Yesterday, I saw some photos that were embedded into a news story or blog post that showed a gay rights parade in South America (Brazil, I think). Two of the photos were particularly sad and disturbing. One showed two women positioned side-by-side on a cross, making out. The other showed a man supposedly portraying Jesus on the cross, kissing another man. It is sad to see people thinking that they are somehow gaining a victory in such displays when they are really only heaping judgment upon their heads.

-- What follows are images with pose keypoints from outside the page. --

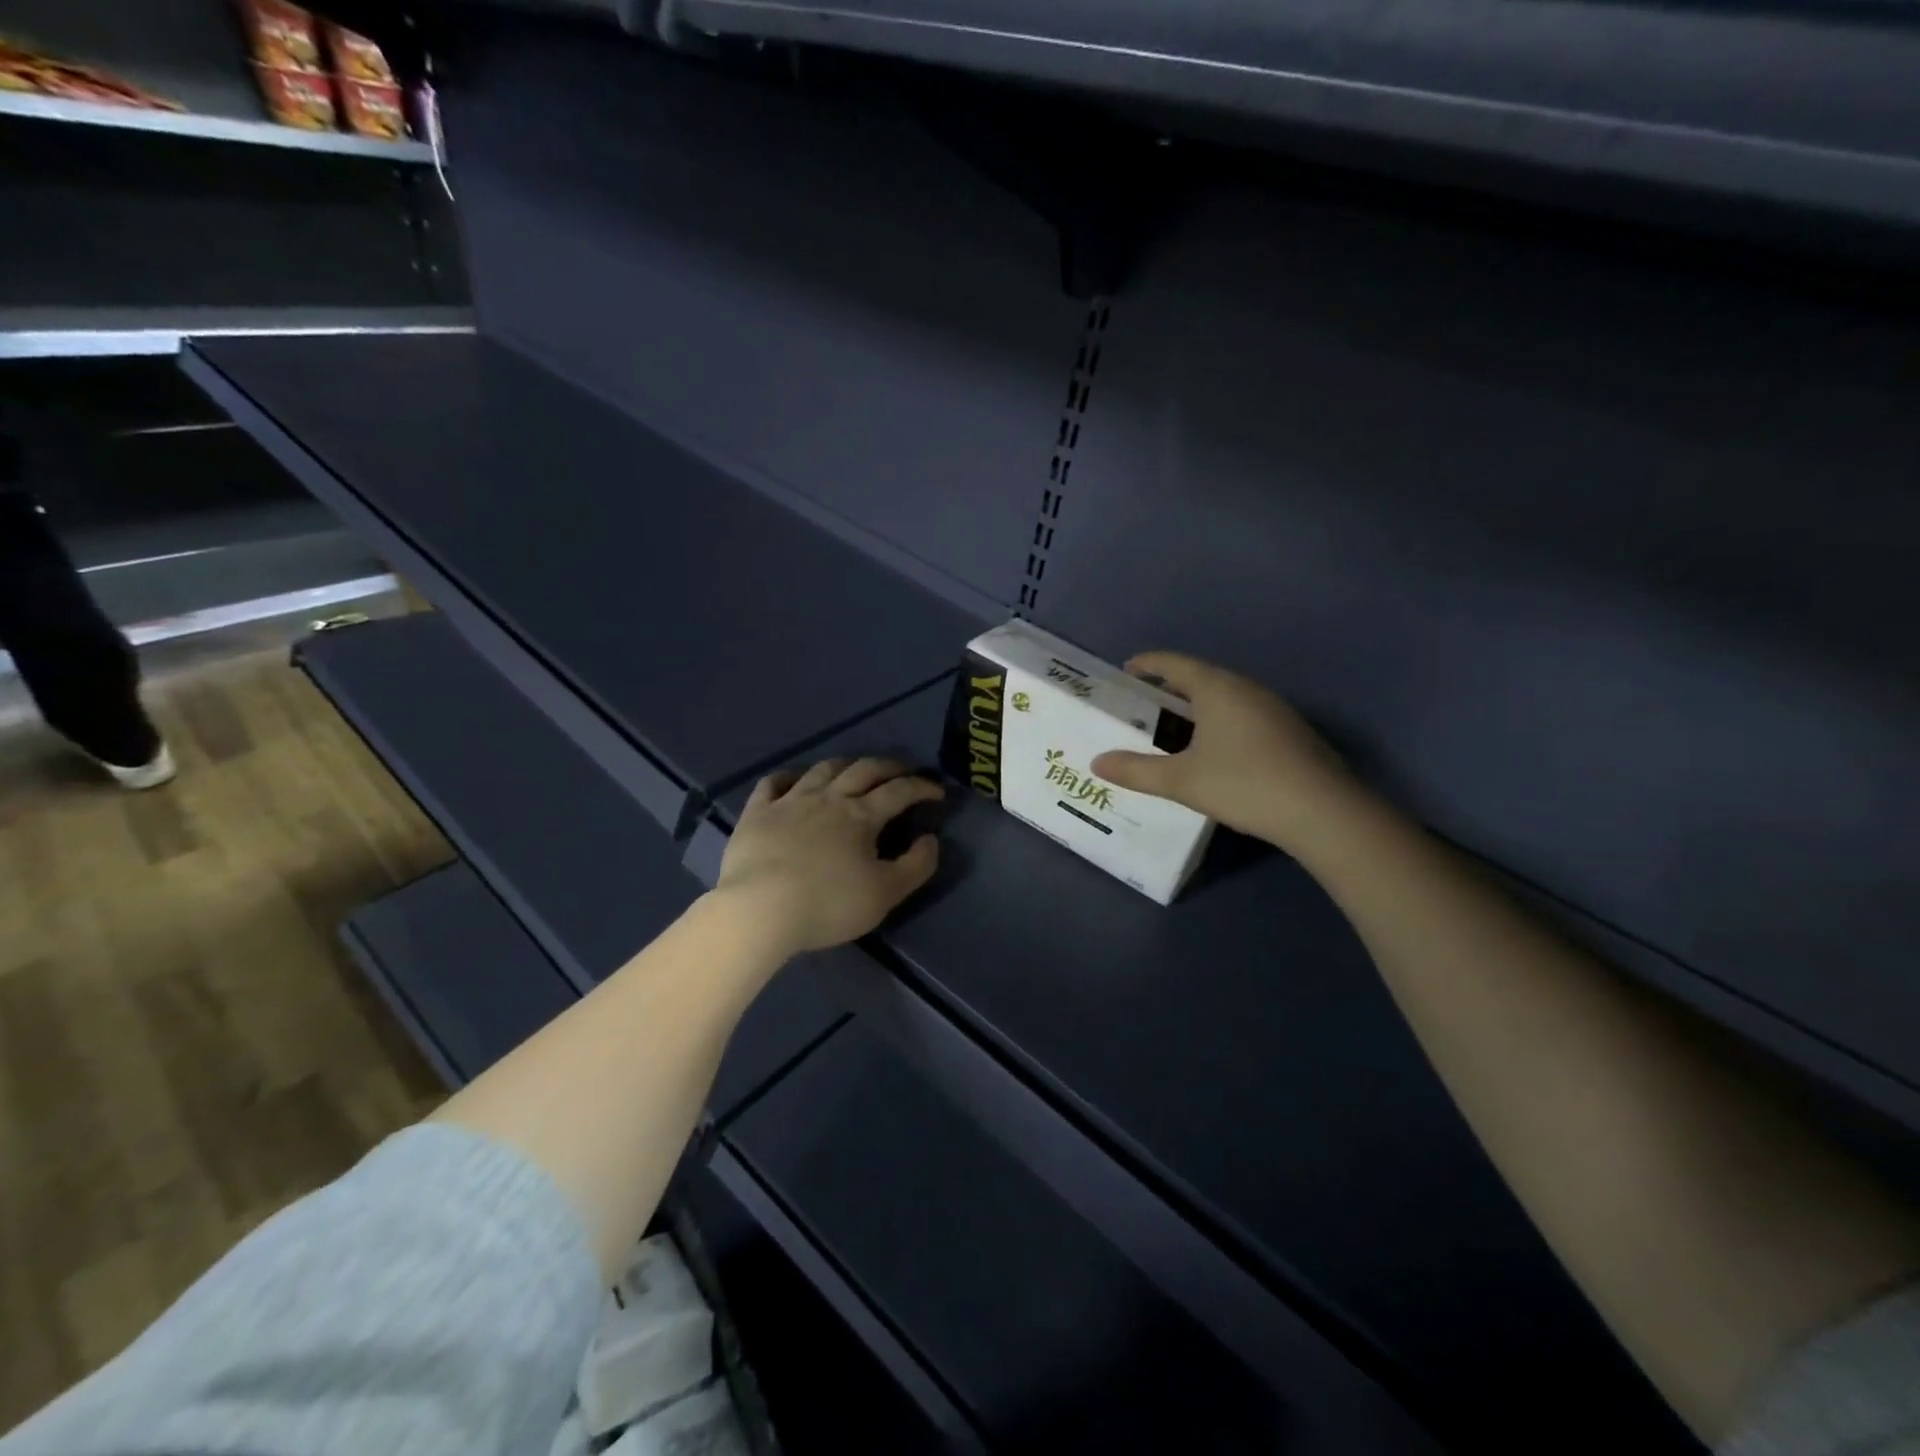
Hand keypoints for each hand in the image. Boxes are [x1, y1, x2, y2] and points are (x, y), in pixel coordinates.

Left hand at [714, 757, 943, 956]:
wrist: (760, 910)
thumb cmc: (828, 904)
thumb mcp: (885, 894)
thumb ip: (915, 865)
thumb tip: (930, 839)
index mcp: (861, 816)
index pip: (900, 791)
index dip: (922, 787)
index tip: (938, 792)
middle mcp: (828, 798)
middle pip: (864, 770)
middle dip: (889, 766)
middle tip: (903, 770)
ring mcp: (790, 801)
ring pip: (822, 769)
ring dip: (845, 764)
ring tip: (854, 769)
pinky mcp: (757, 812)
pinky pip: (772, 783)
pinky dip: (787, 777)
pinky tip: (793, 780)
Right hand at [1091, 651, 1361, 850]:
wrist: (1322, 812)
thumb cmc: (1243, 784)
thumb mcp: (1181, 780)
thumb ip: (1136, 770)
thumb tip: (1097, 762)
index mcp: (1217, 688)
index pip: (1174, 663)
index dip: (1148, 664)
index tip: (1126, 670)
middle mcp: (1246, 689)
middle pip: (1201, 677)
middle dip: (1170, 688)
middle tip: (1144, 705)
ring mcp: (1274, 709)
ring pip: (1225, 697)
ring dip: (1197, 706)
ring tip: (1175, 728)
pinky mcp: (1290, 732)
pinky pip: (1244, 715)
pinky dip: (1220, 722)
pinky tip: (1215, 750)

By attempting to mock Jesus (which, by the way, is what the people who crucified him did), these people are attempting to rub something in the face of Christians. They might not even think that they are mocking Jesus; their intent is probably to mock his followers. However, a very interesting Bible passage comes to mind that relates to this. In Acts 9, the risen Christ speaks to Saul of Tarsus about his persecution of Christians. In verse 4, Jesus says, “Saul, Saul, why are you persecuting me?” The point is that Jesus identifies so closely with his followers that he considers persecution of them to be persecution of himself. Those of us who follow Jesus and are the intended targets of such mocking and persecution can rest in the fact that Jesus takes our persecution very personally.

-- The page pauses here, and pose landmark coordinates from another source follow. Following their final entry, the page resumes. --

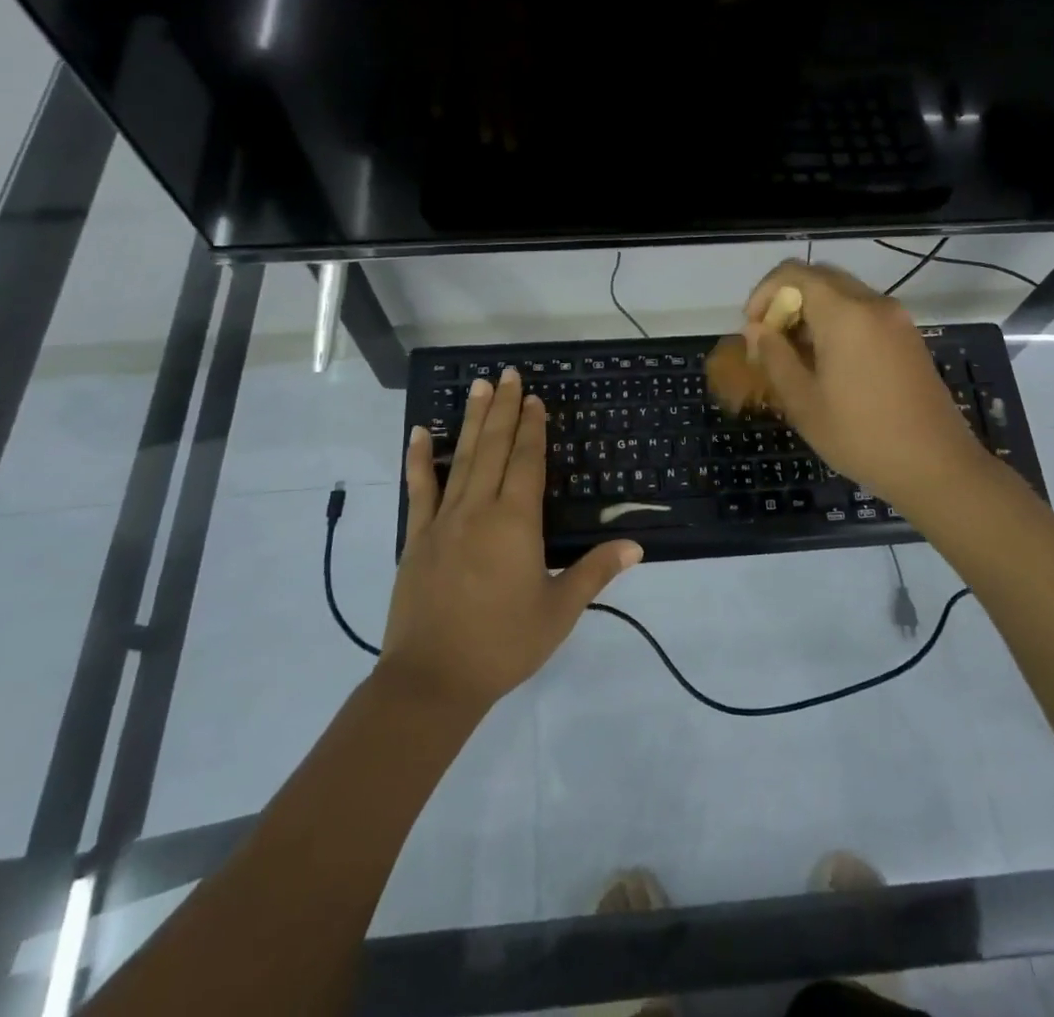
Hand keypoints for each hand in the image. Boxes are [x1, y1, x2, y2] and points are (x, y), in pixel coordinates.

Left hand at [385, 368, 641, 711]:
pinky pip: (419, 490)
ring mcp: (444, 521)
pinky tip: (420, 432)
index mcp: (516, 523)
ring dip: (472, 420)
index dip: (533, 428)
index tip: (535, 399)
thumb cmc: (503, 644)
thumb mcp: (559, 611)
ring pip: (462, 459)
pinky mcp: (417, 538)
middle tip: (509, 374)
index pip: (528, 462)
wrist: (432, 680)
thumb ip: (595, 572)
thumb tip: (636, 545)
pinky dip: (419, 459)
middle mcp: (479, 510)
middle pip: (495, 448)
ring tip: (479, 386)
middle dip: (505, 409)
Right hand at [743, 261, 988, 509]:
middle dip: (787, 301)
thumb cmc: (860, 436)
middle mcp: (873, 304)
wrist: (936, 466)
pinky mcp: (908, 337)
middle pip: (819, 277)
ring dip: (812, 313)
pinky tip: (828, 364)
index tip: (753, 329)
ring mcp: (896, 319)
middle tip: (771, 341)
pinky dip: (837, 323)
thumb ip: (774, 356)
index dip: (764, 293)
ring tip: (795, 357)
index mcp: (845, 314)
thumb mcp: (803, 401)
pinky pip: (863, 312)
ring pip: (842, 294)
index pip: (793, 273)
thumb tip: (756, 329)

Such public displays of mocking Jesus, no matter how triumphantly they may seem to be done, fail miserably, for “God is not mocked,” and “whatever one sows, that will he also reap” (Galatians 6:7). If you sow mocking of the only one who can save you from your sin and who will judge you in the end, then you sow eternal judgment upon yourself. Every knee will bow, and every tongue will confess that Jesus is Lord (Philippians 2:10). Those who know Jesus by faith will bow the knee and confess him as Lord in joyous praise as they enter eternity in his presence; those who reject him will bow the knee and confess him as Lord while begging for a second chance that will not come as they realize that they are about to spend eternity in hell. The difference between those two scenarios lies in receiving Jesus as your Savior while you still have the breath of this life. “To all who did receive him (Jesus), who believed in his name, he gave the right to become children of God” (John 1:12).

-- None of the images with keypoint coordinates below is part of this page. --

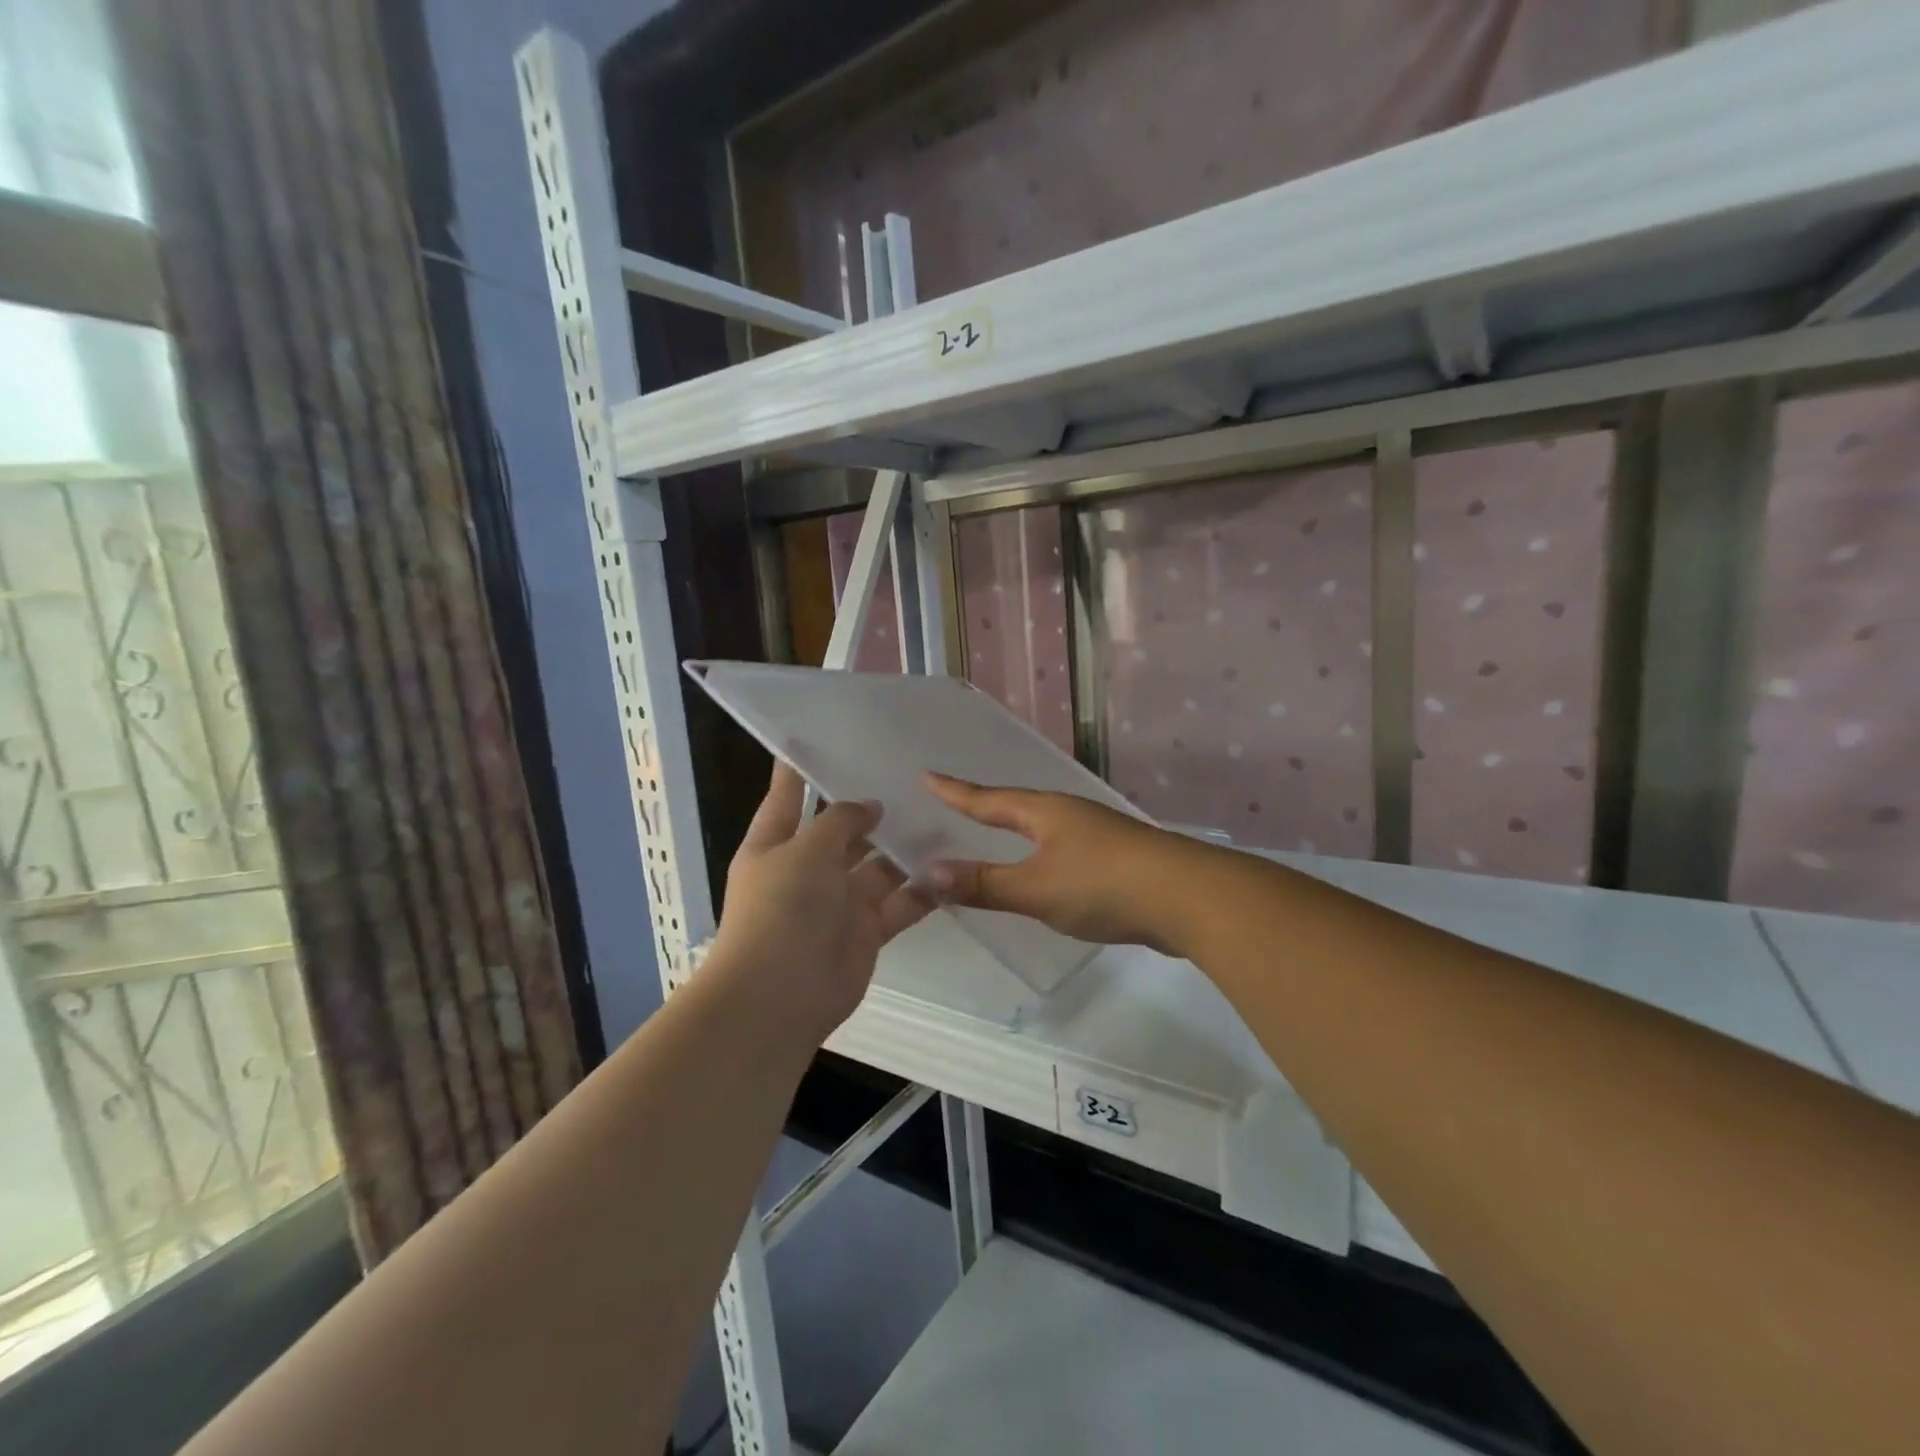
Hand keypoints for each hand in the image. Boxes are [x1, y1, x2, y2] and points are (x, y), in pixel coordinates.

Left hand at [708, 765, 932, 1042]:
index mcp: (775, 844)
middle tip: (911, 775)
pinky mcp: (867, 932)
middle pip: (841, 831)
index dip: (800, 767)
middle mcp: (807, 869)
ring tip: (943, 815)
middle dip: (870, 808)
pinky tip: (953, 866)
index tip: (824, 736)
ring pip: (878, 866)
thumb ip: (839, 821)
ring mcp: (839, 902)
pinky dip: (923, 889)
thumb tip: (868, 806)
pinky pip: (901, 903)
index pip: (789, 795)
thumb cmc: (781, 910)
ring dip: (904, 847)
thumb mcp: (806, 851)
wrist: (778, 999)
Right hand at [923, 774, 1193, 950]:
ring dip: (1017, 829)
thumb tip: (929, 872)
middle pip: (1018, 806)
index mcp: (1045, 812)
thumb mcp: (1035, 887)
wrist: (1187, 898)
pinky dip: (1042, 854)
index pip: (989, 799)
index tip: (927, 775)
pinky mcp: (1118, 859)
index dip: (956, 792)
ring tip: (998, 831)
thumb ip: (985, 883)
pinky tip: (1046, 869)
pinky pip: (1065, 849)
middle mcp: (1069, 814)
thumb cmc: (1103, 884)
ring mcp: (1097, 834)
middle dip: (987, 805)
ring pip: (1045, 826)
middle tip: (958, 802)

The pictures that I referred to at the beginning of this post were of people who were attempting to portray Jesus as sinning, when, in reality, he is the one who knew no sin and yet became sin for us that we might become the righteousness of God in him (2 Corinthians 5:21). You do not have to do something so horrible as those people did to be facing the judgment of God in hell, for, no matter how good and nice you may seem to be, if you are not in Christ, you do not have that righteousness of God that comes only from being in him. When you stand before God at the end of your life, only having perfect righteousness will allow you entry into heaven for eternity. Since none of us are perfectly righteous in our behavior (or even in our thoughts or attitudes), you can only have that righteousness by having “become the righteousness of God” in Christ (2 Cor. 5:21), and you can only do that by asking him in faith to forgive you on the basis of his death on the cross having paid the penalty for your sins. If you’ve never done that, I urge you to do so now.